For each entry that follows, write out an identical copy.

Segment Start: SOURCE DATA

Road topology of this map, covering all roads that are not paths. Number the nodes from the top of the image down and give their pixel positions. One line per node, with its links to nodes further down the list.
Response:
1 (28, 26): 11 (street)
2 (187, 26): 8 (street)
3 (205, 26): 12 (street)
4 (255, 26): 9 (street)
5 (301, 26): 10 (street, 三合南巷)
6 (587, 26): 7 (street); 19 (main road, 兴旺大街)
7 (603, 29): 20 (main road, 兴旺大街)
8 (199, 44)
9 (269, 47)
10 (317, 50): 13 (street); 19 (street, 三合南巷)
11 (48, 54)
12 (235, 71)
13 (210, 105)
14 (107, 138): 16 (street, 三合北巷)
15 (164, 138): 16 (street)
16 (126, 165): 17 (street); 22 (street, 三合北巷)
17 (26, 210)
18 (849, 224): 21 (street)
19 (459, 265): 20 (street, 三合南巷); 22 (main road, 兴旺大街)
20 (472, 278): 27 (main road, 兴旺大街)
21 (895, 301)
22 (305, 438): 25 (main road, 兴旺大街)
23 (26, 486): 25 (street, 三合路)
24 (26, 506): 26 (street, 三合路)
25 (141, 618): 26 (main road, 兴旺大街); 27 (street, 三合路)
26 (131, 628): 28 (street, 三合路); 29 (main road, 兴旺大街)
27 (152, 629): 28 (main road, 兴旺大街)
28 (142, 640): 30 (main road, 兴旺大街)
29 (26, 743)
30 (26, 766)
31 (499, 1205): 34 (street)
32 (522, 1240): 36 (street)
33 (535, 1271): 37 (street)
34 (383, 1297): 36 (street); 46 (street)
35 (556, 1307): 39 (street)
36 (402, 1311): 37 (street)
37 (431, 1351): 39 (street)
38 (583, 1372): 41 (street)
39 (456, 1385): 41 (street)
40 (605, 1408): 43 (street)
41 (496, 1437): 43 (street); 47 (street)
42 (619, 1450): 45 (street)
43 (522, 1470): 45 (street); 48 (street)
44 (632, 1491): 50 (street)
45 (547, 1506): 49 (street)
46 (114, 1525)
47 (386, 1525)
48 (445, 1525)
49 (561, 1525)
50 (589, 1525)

Segment End: SOURCE DATA

* YOUR RESPONSE:
Road topology of this map, covering all roads that are not paths. Number the nodes from the top of the image down and give their pixel positions. One line per node, with its links to nodes further down the list.
Response:
1 (28, 26): 11 (street)
2 (187, 26): 8 (street)
3 (205, 26): 12 (street)
4 (255, 26): 9 (street)
5 (301, 26): 10 (street, 三合南巷)
6 (587, 26): 7 (street); 19 (main road, 兴旺大街)
7 (603, 29): 20 (main road, 兴旺大街)
8 (199, 44)
9 (269, 47)
10 (317, 50): 13 (street); 19 (street, 三合南巷)
11 (48, 54)
12 (235, 71)
13 (210, 105)
14 (107, 138): 16 (street, 三合北巷)
15 (164, 138): 16 (street)
16 (126, 165): 17 (street); 22 (street, 三合北巷)
17 (26, 210)
18 (849, 224): 21 (street)
19 (459, 265): 20 (street, 三合南巷); 22 (main road, 兴旺大街)
20 (472, 278): 27 (main road, 兴旺大街)
21 (895, 301)
22 (305, 438): 25 (main road, 兴旺大街)
23 (26, 486): 25 (street, 三合路)
24 (26, 506): 26 (street, 三合路)
25 (141, 618): 26 (main road, 兴旺大街); 27 (street, 三合路)
26 (131, 628): 28 (street, 三合路); 29 (main road, 兴旺大街)
27 (152, 629): 28 (main road, 兴旺大街)
28 (142, 640): 30 (main road, 兴旺大街)
29 (26, 743)
30 (26, 766)
31 (499, 1205): 34 (street)
32 (522, 1240): 36 (street)
33 (535, 1271): 37 (street)
34 (383, 1297): 36 (street); 46 (street)
35 (556, 1307): 39 (street)
36 (402, 1311): 37 (street)
37 (431, 1351): 39 (street)
38 (583, 1372): 41 (street)
39 (456, 1385): 41 (street)
40 (605, 1408): 43 (street)
41 (496, 1437): 43 (street); 47 (street)
42 (619, 1450): 45 (street)
43 (522, 1470): 45 (street); 48 (street)
44 (632, 1491): 50 (street)
45 (547, 1506): 49 (street)
46 (114, 1525)
47 (386, 1525)
48 (445, 1525)
49 (561, 1525)
50 (589, 1525)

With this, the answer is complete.